A further advantage arises if a workover port extends laterally through the wall of the spool tree from between the two plugs; a tubing annulus fluid port extends laterally through the wall of the spool tree from the tubing annulus; and these two ports through the spool tree are interconnected via an external flow line containing at least one actuated valve. The bore from the tubing annulus can then terminate at the port in the spool tree and no wireline access to the tubing annulus bore is necessary through the spool tree as the tubing annulus bore can be connected via the interplug void to choke or kill lines, i.e. a BOP annulus, so that downhole circulation is still available. It is then only necessary to provide wireline access at workover situations to the production bore or bores. This considerably simplifies workover BOP and/or riser construction. When used in conjunction with the plug at the top of the spool tree, the desirable double barrier isolation is provided by the spool tree plug over the tubing hanger, or workover valve from the production flow.

When the well is completed as a multi production bore well, in which the tubing hanger has at least two vertical production through bores each with a lateral production fluid flow port aligned with the corresponding port in the spool tree, at least two respective connectors may be provided for selective connection of a single bore wire line running tool to one or other of the production bores, each connector having a key for entering a complementary formation at the top of the spool tree to locate the connector in a predetermined angular orientation relatively to the spool tree. The same type of alternative connectors may be used for providing wireline or other running tool access to a selected one of a plurality of functional connections, e.g. electrical or hydraulic couplings, at the upper end of the tubing hanger.

The development and completion of a subsea wellhead in accordance with the present invention are illustrated in the accompanying drawings, in which:

FIGS. 1 to 8 are vertical axial sections showing successive steps in development and completion of the wellhead, the Figure numbers bearing the letter A being enlargements of part of the corresponding Figures of same number without the A:

FIG. 9 is a circuit diagram showing external connections to the spool 3;

FIG. 10 is a vertical axial section through a completed dual production bore well in production mode;

FIGS. 11 and 12 are vertical axial sections showing alternative connectors to the upper end of the dual production bore wellhead during work over; and,

FIG. 13 is a detail showing the seating of one of the connectors in the spool tree.

FIG. 1 shows the upper end of a cased well having a wellhead housing 20, in which casing hangers, including an uppermost production casing hanger 21 for, for example, 9⅝″ or 10¾″, production casing is mounted in conventional manner.

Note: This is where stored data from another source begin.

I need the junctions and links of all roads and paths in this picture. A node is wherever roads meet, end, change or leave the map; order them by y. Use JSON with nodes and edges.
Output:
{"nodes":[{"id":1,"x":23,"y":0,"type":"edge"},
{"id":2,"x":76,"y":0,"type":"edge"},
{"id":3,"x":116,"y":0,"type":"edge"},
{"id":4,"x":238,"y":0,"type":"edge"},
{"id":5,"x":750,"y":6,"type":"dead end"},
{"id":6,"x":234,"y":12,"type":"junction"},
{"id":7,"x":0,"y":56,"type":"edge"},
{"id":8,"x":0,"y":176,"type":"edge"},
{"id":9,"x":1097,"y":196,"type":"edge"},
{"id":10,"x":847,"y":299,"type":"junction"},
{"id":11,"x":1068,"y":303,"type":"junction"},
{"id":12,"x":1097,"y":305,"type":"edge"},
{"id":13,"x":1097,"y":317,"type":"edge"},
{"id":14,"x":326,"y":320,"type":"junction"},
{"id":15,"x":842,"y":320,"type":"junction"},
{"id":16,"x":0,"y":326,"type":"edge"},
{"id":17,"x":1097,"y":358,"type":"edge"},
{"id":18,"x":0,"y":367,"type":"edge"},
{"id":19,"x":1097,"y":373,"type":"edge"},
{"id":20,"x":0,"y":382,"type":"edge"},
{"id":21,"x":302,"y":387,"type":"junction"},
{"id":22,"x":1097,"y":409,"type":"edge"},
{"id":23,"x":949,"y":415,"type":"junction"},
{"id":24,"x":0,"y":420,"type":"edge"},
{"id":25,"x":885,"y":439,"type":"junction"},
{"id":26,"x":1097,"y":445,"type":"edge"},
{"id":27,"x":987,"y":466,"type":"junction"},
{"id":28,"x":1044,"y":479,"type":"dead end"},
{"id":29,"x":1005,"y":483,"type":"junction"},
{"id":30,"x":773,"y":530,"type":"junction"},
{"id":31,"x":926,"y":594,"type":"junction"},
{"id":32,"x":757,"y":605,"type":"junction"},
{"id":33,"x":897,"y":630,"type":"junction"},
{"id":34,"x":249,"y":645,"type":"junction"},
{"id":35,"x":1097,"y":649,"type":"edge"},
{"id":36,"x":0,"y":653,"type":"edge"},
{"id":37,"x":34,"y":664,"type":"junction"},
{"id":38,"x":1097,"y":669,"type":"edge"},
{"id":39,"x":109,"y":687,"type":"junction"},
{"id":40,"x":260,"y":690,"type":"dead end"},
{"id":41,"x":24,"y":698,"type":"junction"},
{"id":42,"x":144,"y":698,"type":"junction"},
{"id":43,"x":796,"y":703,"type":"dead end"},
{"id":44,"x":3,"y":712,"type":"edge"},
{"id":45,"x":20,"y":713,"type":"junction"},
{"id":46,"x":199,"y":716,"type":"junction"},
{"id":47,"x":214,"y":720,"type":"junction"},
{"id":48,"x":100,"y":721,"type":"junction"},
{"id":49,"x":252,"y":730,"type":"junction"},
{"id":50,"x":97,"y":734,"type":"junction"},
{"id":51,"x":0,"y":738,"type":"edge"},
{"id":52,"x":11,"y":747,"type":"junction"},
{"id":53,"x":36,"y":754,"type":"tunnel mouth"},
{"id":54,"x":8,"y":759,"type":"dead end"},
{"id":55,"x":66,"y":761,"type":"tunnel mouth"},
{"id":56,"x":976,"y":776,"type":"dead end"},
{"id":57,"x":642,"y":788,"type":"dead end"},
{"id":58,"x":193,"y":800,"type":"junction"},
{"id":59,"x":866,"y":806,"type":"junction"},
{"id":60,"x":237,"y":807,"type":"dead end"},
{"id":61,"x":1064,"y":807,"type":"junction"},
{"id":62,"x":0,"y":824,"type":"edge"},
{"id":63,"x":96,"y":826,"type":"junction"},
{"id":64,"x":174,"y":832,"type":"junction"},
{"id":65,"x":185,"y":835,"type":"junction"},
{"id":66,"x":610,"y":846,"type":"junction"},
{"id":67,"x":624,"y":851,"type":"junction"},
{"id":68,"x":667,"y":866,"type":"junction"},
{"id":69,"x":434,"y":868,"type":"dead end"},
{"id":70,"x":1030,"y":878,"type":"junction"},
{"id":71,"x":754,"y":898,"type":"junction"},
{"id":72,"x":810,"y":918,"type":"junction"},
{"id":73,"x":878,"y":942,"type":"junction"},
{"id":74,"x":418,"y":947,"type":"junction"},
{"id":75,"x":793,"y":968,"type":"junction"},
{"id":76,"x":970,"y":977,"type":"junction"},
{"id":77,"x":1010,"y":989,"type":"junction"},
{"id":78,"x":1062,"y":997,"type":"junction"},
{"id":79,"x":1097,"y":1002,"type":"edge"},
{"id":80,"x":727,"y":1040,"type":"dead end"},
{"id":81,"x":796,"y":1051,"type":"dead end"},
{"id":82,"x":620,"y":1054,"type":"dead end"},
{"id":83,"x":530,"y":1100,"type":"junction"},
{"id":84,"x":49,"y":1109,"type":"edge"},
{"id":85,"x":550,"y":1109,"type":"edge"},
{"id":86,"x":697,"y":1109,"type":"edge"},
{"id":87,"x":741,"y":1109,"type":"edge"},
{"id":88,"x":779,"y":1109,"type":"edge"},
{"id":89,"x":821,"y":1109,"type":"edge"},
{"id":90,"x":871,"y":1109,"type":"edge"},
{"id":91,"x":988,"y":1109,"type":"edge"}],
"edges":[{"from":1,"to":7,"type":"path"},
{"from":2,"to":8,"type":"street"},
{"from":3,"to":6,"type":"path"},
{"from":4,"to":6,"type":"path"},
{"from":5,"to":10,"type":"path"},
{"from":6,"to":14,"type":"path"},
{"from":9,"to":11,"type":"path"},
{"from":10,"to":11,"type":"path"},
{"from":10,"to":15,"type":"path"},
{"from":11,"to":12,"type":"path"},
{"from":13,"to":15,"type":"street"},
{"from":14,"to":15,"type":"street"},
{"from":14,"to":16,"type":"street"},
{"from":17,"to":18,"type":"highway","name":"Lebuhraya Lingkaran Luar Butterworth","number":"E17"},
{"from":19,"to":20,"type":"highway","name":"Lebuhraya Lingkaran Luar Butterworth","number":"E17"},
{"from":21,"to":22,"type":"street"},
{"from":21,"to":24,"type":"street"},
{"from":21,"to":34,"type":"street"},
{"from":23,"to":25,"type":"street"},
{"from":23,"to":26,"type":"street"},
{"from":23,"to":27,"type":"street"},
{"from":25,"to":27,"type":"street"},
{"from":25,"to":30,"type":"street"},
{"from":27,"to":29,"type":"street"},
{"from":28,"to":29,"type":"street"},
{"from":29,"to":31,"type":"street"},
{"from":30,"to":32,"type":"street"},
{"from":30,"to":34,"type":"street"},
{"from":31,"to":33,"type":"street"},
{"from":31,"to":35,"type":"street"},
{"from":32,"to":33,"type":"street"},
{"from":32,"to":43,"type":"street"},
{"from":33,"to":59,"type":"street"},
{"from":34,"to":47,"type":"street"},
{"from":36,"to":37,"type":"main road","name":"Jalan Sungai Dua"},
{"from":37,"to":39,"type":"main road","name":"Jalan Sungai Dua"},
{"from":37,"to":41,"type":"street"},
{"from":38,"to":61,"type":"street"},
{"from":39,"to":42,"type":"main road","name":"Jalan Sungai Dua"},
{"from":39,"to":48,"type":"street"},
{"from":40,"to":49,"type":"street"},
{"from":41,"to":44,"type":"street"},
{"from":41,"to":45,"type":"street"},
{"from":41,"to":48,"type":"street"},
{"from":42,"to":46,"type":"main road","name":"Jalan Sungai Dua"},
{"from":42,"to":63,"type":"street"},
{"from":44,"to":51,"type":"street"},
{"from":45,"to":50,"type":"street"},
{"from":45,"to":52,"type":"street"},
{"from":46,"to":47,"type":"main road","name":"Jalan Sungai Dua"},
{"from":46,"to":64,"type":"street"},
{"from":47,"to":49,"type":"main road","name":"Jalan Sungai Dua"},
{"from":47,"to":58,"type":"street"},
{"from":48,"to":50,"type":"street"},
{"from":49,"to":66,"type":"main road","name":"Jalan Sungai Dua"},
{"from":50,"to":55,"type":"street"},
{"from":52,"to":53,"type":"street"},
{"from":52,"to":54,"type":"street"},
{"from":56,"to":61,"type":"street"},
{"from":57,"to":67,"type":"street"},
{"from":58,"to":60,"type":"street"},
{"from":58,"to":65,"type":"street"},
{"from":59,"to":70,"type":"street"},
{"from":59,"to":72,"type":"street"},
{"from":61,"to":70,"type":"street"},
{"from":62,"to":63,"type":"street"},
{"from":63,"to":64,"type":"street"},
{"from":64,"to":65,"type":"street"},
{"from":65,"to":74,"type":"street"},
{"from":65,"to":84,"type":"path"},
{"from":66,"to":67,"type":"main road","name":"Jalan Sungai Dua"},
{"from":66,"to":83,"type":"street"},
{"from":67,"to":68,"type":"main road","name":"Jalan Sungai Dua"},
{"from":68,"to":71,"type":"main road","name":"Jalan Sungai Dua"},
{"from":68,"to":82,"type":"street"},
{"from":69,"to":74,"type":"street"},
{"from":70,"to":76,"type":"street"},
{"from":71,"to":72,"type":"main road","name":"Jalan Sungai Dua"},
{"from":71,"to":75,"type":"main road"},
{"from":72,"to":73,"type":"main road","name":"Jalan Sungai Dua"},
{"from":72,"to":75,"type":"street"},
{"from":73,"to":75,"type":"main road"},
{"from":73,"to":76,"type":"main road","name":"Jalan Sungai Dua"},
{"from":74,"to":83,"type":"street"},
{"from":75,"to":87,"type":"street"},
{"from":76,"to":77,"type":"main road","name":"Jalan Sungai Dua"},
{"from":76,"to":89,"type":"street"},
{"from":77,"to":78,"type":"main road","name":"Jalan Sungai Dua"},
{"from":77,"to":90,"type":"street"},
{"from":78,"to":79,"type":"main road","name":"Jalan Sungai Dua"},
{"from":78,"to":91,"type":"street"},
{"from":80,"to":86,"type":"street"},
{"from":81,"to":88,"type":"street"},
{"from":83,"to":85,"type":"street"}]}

FIG. 1 shows a conventional drilling BOP 22 having rams 23 and kill and choke lines 24 connected to the upper end of the housing 20 by a drilling connector 25.

As seen in more detail in FIG. 1A, the usual mechanical seal assemblies between the production casing hanger 21 and the surrounding wellhead housing 20 have been removed and replaced through the BOP with an adapter 26 consisting of an outer annular body part 27 and an inner annular gland nut 28 which has a screw threaded connection to the body 27 so that it can be screwed between a lowered position shown on the right hand side of FIG. 1A, in which radial ducts 29 and 30, respectively in the body 27 and nut 28, are in communication with one another, and a raised position shown on the left hand side of FIG. 1A, in which the ducts are out of communication with one another. The duct 29 communicates through a conduit 31 between a depending portion of the body 27 and the housing 20, and through a conduit 32 passing through the production casing hanger 21, to the annulus surround the production casing. The duct 30 communicates through channels 33 formed in the radially inner surface of the nut 28, and hence to a void to be described. The cooperation between the gland nut 28 and body 27 of the adapter therefore acts as a valve which can open and close a passage up past the production casing hanger from the production casing annulus. After appropriate testing, a tool is run in through the BOP and, by means by radially projecting spring lugs engaging in the channels 33, rotates the gland nut 28 to the valve closed position shown on the right hand side on FIG. 1A. The well is thus resealed and the drilling BOP 22 can temporarily be removed.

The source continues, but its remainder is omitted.